Technical Documentation¶

darc is designed as a swiss army knife for darkweb crawling. It integrates requests to collect HTTP request and response information, such as cookies, header fields, etc. It also bundles selenium to provide a fully rendered web page and screenshot of such view.

As the websites can be sometimes irritating for their anti-robots verification, login requirements, etc., the darc project also privides hooks to customise crawling behaviours around both requests and selenium.

See also

Such customisation, as called in the darc project, site hooks, is site specific, user can set up your own hooks unto a certain site, c.f. darc.sites for more information.

Still, since the network is a world full of mysteries and miracles, the speed of crawling will much depend on the response speed of the target website. To boost up, as well as meet the system capacity, the darc project introduced multiprocessing, multithreading and the fallback slowest single-threaded solutions when crawling.

Note

When rendering the target website using selenium powered by the renown Google Chrome, it will require much memory to run. Thus, the three solutions mentioned above would only toggle the behaviour around the use of selenium.

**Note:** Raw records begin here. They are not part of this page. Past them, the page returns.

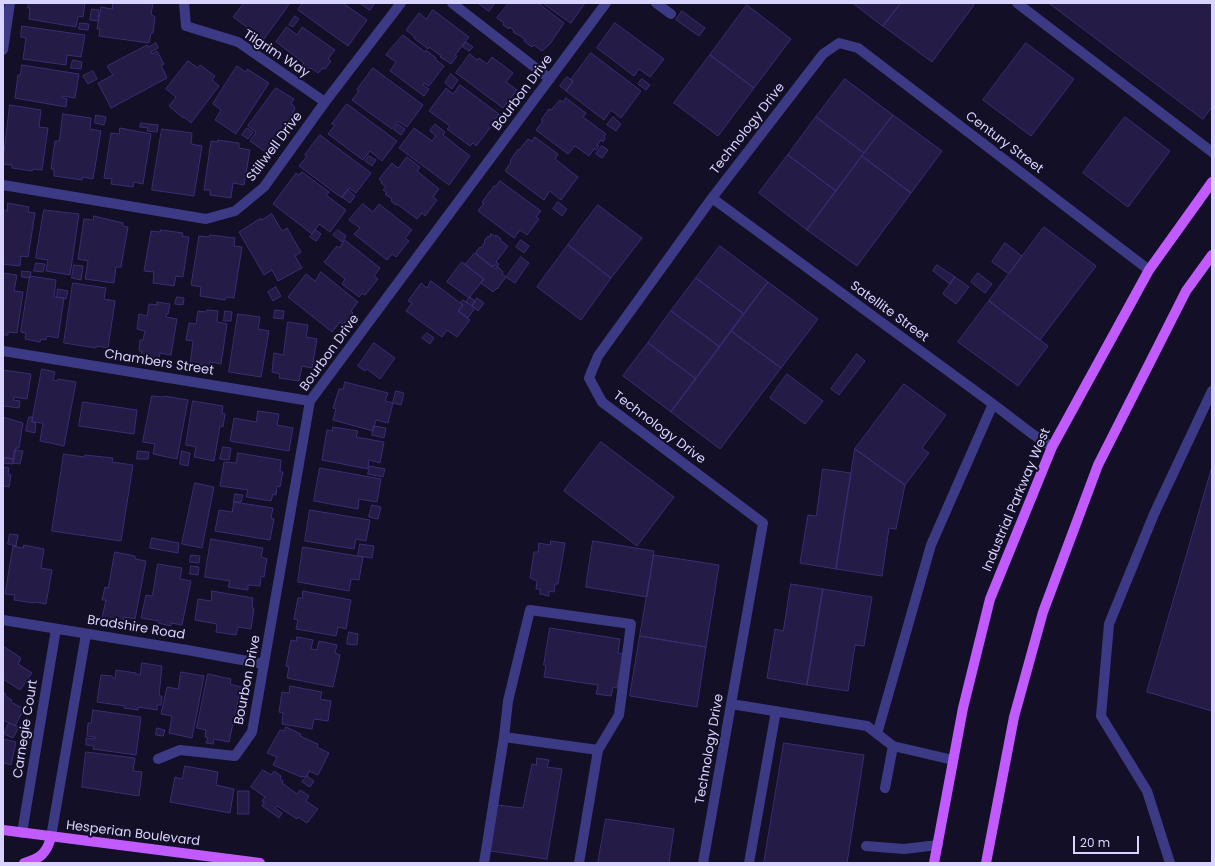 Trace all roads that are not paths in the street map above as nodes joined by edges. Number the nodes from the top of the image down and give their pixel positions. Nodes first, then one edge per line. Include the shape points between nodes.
1 (10, 3) edge
2 (184, 3) edge
3 (401, 3) edge
4 (452, 3) edge
5 (606, 3) edge
6 (656, 3) edge
7 (1017, 3) edge
8 (671, 14) dead end
9 (839, 43) joint
10 (3, 50) edge
11 (550, 79) junction
12 (325, 102) junction
13 (1212, 152) edge
14 (1212, 182) edge
15 (3, 185) edge
16 (712, 198) junction
17 (1212, 254) edge
18 (1149, 270) junction
19 (3, 351) edge
20 (1212, 391) edge
21 (310, 401) junction
22 (993, 404) junction
23 (1052, 447) junction
24 (3, 620) edge
25 (56, 628) junction
26 (86, 634) junction
27 (264, 664) junction
28 (731, 704) junction
29 (776, 711) junction
30 (877, 734) junction
31 (504, 737) junction
32 (893, 746) junction
33 (598, 750) junction
34 (158, 759) dead end
35 (954, 760) junction
36 (885, 788) dead end
37 (3, 830) edge
38 (22, 833) junction
39 (51, 837) junction
40 (938, 845) junction
41 (866, 846) dead end
42 (24, 863) edge
43 (260, 863) edge
44 (484, 863) edge
45 (579, 863) edge
46 (703, 863) edge
47 (749, 863) edge
48 (934, 863) edge
49 (986, 863) edge
50 (1170, 863) edge

1 - 10 street
2 - 12 street, Tilgrim Way via 186,26 238,42
3 - 12 street, Stillwell Drive
4 - 11 street
5 - 11 street, Bourbon Drive
6 - 8 street
7 - 13 street
9 - 16 street, Technology Drive via 823,54
9 - 18 street, Century Street via 858,48
11 - 21 street, Bourbon Drive
12 - 15 street, Stillwell Drive via 264,187 235,211 206,219
14 - 18 main road, Industrial Parkway West
16 - 22 street, Satellite Street
16 - 28 street, Technology Drive via 598,356 589,378 602,402 763,523
17 - 49 main road via 1186,291 1098,465 1043,612 1014,717
18 - 23 main road, Industrial Parkway West
19 - 21 street, Chambers Street
20 - 50 street via 1154,514 1109,624 1101,716 1147,791
21 - 27 street, Bourbon Drive
22 - 23 street, Satellite Street
22 - 30 street via 931,545
23 - 35 main road, Industrial Parkway West via 990,598 963,708
24 - 25 street, Bradshire Road
25 - 26 street, Bradshire Road
25 - 38 street, Carnegie Court
26 - 27 street, Bradshire Road
26 - 39 street
27 - 34 street, Bourbon Drive via 252,732 235,756 180,750
28 - 29 street
28 - 46 street, Technology Drive
29 - 30 street via 867,726
29 - 47 street
30 - 32 street
31 - 33 street
31 - 33 street via 508,701 530,610 631,624 619,715
31 - 44 street
32 - 35 street
32 - 36 street
33 - 45 street
35 - 40 main road, Industrial Parkway West
37 - 38 main road, Hesperian Boulevard
38 - 39 main road, Hesperian Boulevard
39 - 42 main road via 44,853 35,860
39 - 43 main road, Hesperian Boulevard
40 - 41 street via 904,849
40 - 48 main road, Industrial Parkway West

To keep the darc project as it is a swiss army knife, only the main entrypoint function darc.process.process() is exported in global namespace (and renamed to darc.darc()), see below:

darc.darc(worker)¶

Main process.

The function will register _signal_handler() for SIGTERM, and start the main process of the darc darkweb crawlers.

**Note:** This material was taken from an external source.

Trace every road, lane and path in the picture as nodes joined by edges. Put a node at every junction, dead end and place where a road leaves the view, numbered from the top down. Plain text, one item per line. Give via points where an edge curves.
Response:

Parameters: worker (Literal[crawler, loader]) – Worker process type.
Raises: ValueError – If worker is not a valid value.
Return type: None

Before starting the workers, the function will start proxies through

darc.proxy.tor.tor_proxy()
darc.proxy.i2p.i2p_proxy()
darc.proxy.zeronet.zeronet_proxy()
darc.proxy.freenet.freenet_proxy()

The general process can be described as following for workers of crawler type:

process_crawler(): obtain URLs from the requests link database (c.f. load_requests()), and feed such URLs to crawler().

Note

If FLAG_MP is True, the function will be called with multiprocessing support; if FLAG_TH if True, the function will be called with multithreading support; if none, the function will be called in single-threading.
crawler(): parse the URL using parse_link(), and check if need to crawl the URL (c.f. PROXY_WHITE_LIST, PROXY_BLACK_LIST , LINK_WHITE_LIST and LINK_BLACK_LIST); if true, then crawl the URL with requests.

If the URL is from a brand new host, darc will first try to fetch and save robots.txt and sitemaps of the host (c.f. save_robots() and save_sitemap()), and extract then save the links from sitemaps (c.f. read_sitemap()) into link database for future crawling (c.f. save_requests()). Also, if the submission API is provided, submit_new_host() will be called and submit the documents just fetched.

If robots.txt presented, and FORCE is False, darc will check if allowed to crawl the URL.

Note

The root path (e.g. / in https://www.example.com/) will always be crawled ignoring robots.txt.

At this point, darc will call the customised hook function from darc.sites to crawl and get the final response object. darc will save the session cookies and header information, using save_headers().

Note

If requests.exceptions.InvalidSchema is raised, the link will be saved by save_invalid(). Further processing is dropped.

If the content type of response document is not ignored (c.f. MIME_WHITE_LIST and MIME_BLACK_LIST), submit_requests() will be called and submit the document just fetched.

If the response document is HTML (text/html and application/xhtml+xml), extract_links() will be called then to extract all possible links from the HTML document and save such links into the database (c.f. save_requests()).

And if the response status code is between 400 and 600, the URL will be saved back to the link database (c.f. save_requests()). If NOT, the URL will be saved into selenium link database to proceed next steps (c.f. save_selenium()).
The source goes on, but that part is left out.